O start da crise no céu da floresta amazônica, há 10 meses, apesar de ter sido transformado em artefato cultural midiático para consumo, com reportagens especiais e investigações com vozes e imagens alteradas num Fantástico aqui, num Jornal Nacional ali, pareceu despertar as comunidades brasileiras para a dimensão do problema, sem, entretanto, grandes mobilizações.

Para nossa condição de seres iconofílicos e iconofágicos, possivelmente o acidente entre o Boeing da GOL e o jato Legacy não tenha provocado forte espetacularização, em razão das imagens só mostrarem os destroços da aeronave na pequena clareira da Floresta Amazônica.

O acidente da TAM, ocorrido no pulsar urbano, na avenida Washigton Luís, setor Congonhas, na maior cidade do país, além de passageiros e tripulação envolveu atores que não estavam ligados diretamente ao vôo 3054 que seguiam interagindo com o fluxo da cidade. E quase foi filmado acontecendo: inseriu-se no universo imagético, explodido, incandescendo, ardendo corações, mentes e imaginários, como também, através da imagem borrada da aterrisagem descontrolada na pista do aeroporto, seguida do clarão da explosão.

O que o estabilizador com o nome TAM, iluminado pelas labaredas daquele incêndio soturno pode significar aos colecionadores e devoradores de imagens? Para mim e alguns próximos uma rede desalentadora de significados se configurou.

De imediato fui arremetido para o espaço da tal crise aérea brasileira; tomado por medo e revolta retomei a incrível capacidade de desrespeito humano e a cidadania desenvolvida pela tríade AERONÀUTICA-INFRAERO-ANAC: insegurança com a infra-estrutura dos aeroportos, pistas, equipamentos e controladores, incompetência gestora nas faltas de planejamento e investimentos, inoperância na regulação do mercado de passagens aéreas e com as insatisfações dos consumidores; e pelo descaso com a manutenção das aeronaves e a tara das empresas aéreas pelos desejos e necessidades de voadores/consumidores, potenciais vítimas logo de partida.

Ao mesmo tempo, como cidadão engajado, questionava a ausência do governo, desdenhador já a muito, dos problemas conjunturais: pensei no lulismo que se configura no país, na engenharia de marketing que autoriza ou não o aparecimento do presidente e seus propostos a consultarem o Arquivo Oficial de Textos e Pronunciamentos Medíocres para Tragédias Nacionais e declinarem sua verborréia genérica protocolar melodramática.

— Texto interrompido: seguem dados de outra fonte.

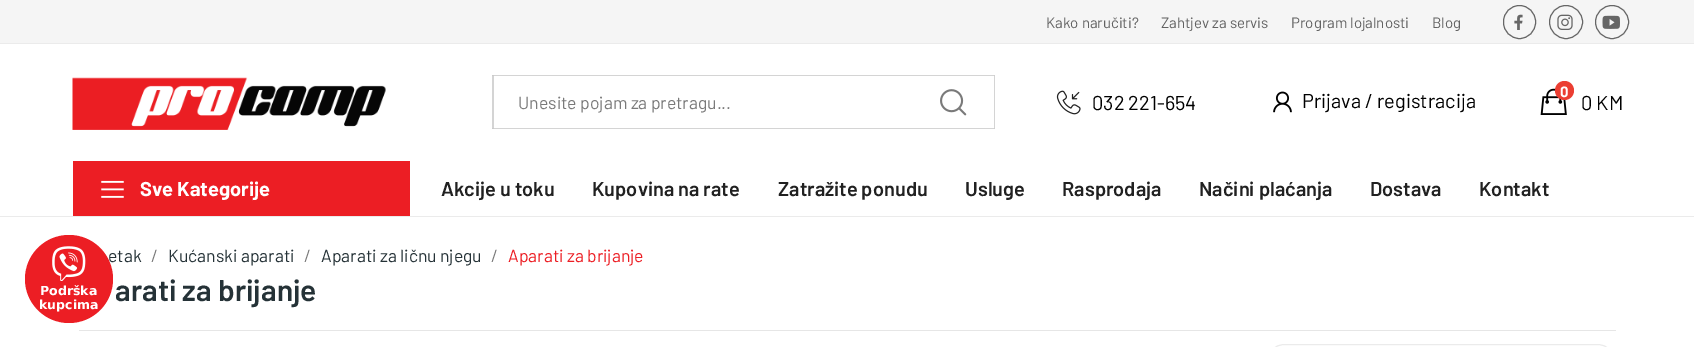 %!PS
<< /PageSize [1694 347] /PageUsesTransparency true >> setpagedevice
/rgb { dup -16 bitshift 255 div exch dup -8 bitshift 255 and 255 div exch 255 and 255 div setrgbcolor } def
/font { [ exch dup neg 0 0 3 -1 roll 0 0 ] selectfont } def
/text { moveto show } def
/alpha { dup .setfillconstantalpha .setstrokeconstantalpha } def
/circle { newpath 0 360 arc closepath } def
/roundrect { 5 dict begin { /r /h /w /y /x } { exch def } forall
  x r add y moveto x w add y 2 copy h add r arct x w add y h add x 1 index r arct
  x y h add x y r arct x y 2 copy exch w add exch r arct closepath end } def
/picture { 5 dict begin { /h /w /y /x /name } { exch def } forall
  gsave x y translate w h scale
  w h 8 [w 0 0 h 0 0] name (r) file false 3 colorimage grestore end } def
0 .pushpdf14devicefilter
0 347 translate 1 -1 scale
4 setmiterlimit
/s1 { /Barlow-Regular 17.5 font 16#253237 rgb } def
/s2 { /DejaVuSans-Bold 12.5 font 16#FFFFFF rgb } def
/s3 { /Barlow-Regular 15 font 16#626262 rgb } def
/s4 { /Barlow-Regular 17.5 font 16#7A7A7A rgb } def
/s5 { /Barlow-Regular 20 font 16#000000 rgb } def
/s6 { /Barlow-Bold 15 font 16#FFFFFF rgb } def
/s7 { /Barlow-Bold 20 font 16#FFFFFF rgb } def
/s8 { /Barlow-SemiBold 20 font 16#212121 rgb } def
/s9 { /Barlow-Regular 17.5 font 16#EC1E24 rgb } def
/s10 { /Barlow-SemiBold 30 font 16#253237 rgb } def
16#FFFFFF rgb
0 0 1694 347 rectfill
s1
(etak) 108 262 text
16#EC1E24 rgb
69 279 44 circle fill
(pic1.raw) 52 246 34 35 picture
s2
(Podrška) 40 295 text
(kupcima) 39 309 text
16#EBEBEB rgb
0 216 1694 1 rectfill
16#F5F5F5 rgb
0 0 1694 43 rectfill
16#EBEBEB rgb
0 43 1694 1 rectfill
s3
(Kako naručiti?) 1046 28 text
(Zahtjev za servis) 1161 28 text
(Program lojalnosti) 1291 28 text
(Blog) 1432 28 text
16#666666 rgb
1503.5 5.5 32 33 16 roundrect stroke
(pic2.raw) 1514 14 9 16 picture
1566 22 16.5 circle stroke
(pic3.raw) 1557 14 16 16 picture
1612 22 16.5 circle stroke
(pic4.raw) 1602 15 18 14 picture
(pic5.raw) 72 77 314 53 picture
16#D4D4D4 rgb
492 75 moveto 914 75 lineto 914 76 lineto 494 76 lineto closepath fill
914 129 moveto 492 129 lineto 494 128 lineto 914 128 lineto closepath fill
0.17 alpha
16#000000 rgb
492 129 moveto 492 75 lineto 494 76 lineto 494 128 lineto closepath fill
1 alpha
s4
(Unesite pojam za pretragu...) 518 109 text
16#D4D4D4 rgb
914 75 moveto 995 75 lineto 994 76 lineto 914 76 lineto closepath fill
0.17 alpha
16#000000 rgb
995 75 moveto 995 129 lineto 994 128 lineto 994 76 lineto closepath fill
995 129 moveto 914 129 lineto 914 128 lineto 994 128 lineto closepath fill
1 alpha
(pic6.raw) 940 89 27 27 picture
(pic7.raw) 1056 90 25 25 picture
s5
(032 221-654) 1092 110 text
(pic8.raw) 1273 91 19 22 picture
(Prijava / registracija) 1302 108 text
(pic9.raw) 1540 88 27 27 picture
16#EB3E32 rgb
1564.5 90.5 9.5 circle fill
s6
(0) 1560 97 text
s5
(0 KM) 1581 110 text
16#EC1E24 rgb
73 161 337 55 rectfill
(pic10.raw) 101 180 23 18 picture
s7
(Sve Kategorije) 140 196 text
s8
(Akcije u toku) 441 196 text
(Kupovina na rate) 592 196 text
(Zatražite ponudu) 778 196 text
(Usluge) 965 196 text
(Rasprodaja) 1062 196 text
(Načini plaćanja) 1199 196 text
(Dostava) 1370 196 text
(Kontakt) 1479 196 text
s4
(/) 151 262 text
s1
(Kućanski aparati) 168 262 text
s4
(/) 304 262 text
s1
(Aparati za ličnu njegu) 321 262 text
s4
(/) 491 262 text
s9
(Aparati za brijanje) 508 262 text
16#E6E6E6 rgb
79 330 1537 1 rectfill
s10
(arati za brijanje) 115 301 text
16#EBEBEB rgb
1266.5 344.5 349 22 18 roundrect stroke
.poppdf14devicefilter showpage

Potencializei minha crítica à inoperância dos gestores governamentais e da ausência de planejamento na complexidade e em seus depoimentos antipáticos e bombásticos: que prosperidade geraria acidentes pela incompetência de gestores controladores e obsolescência tecnológica, ministro Mântega? Que gozo mórbido e sadomazoquista, ministra Marta Suplicy!

Pensei, também, no apoio conveniente da Presidência da República às lideranças políticas cínicas no Itamaraty e no Congresso Nacional e na sua perda de status midiático nesses tempos de recesso do Congresso e comoção nacional com o acidente aéreo. Vários boeings-da-tam explodindo nos centros urbanos, nas periferias e no campo enquanto Renan Calheiros, nem que a vaca tussa desabunda da poltrona da presidência do Senado.

Outra conexão dessa rede desalentadora é a explosão abafada dos desdobramentos das ações dos grupelhos de “branquinhos da classe média”, acéfalos sociais, que vem apavorando com sua crueldade a hipocrisia vigorante que acredita nas ocorrências de ações violentas apenas nas periferias dos centros urbanos, onde vivem “neguinhos brau”, os “outros sociais” que estão à solta, do lado de fora das grades, portarias e câmaras dos condomínios.

A explosão do Airbus 3054 da TAM ressoa agudamente na vida dos viventes desdobrando inúmeras outras explosões de desrespeito e insatisfações país afora.

Como é que estamos tratando dessas explosões em nossas salas de aula? Ou não estamos? Deixaremos por conta da mídia? Será que precisamos dar aulas sobre o acidente? Nesse caso, penso que a mídia o faria muito melhor do que nós, professores e educadores.

Creio que devamos tratar dessas explosões mobilizando as comunidades escolares, a sociedade para criar possibilidades de convivência num país com políticas públicas, cidadãos e políticos implicados em éticas pela coletividade. Esse acidente nos revela o quão vulneráveis estamos diante de um Estado inoperante, conivente com ingerências e desrespeitos constantes.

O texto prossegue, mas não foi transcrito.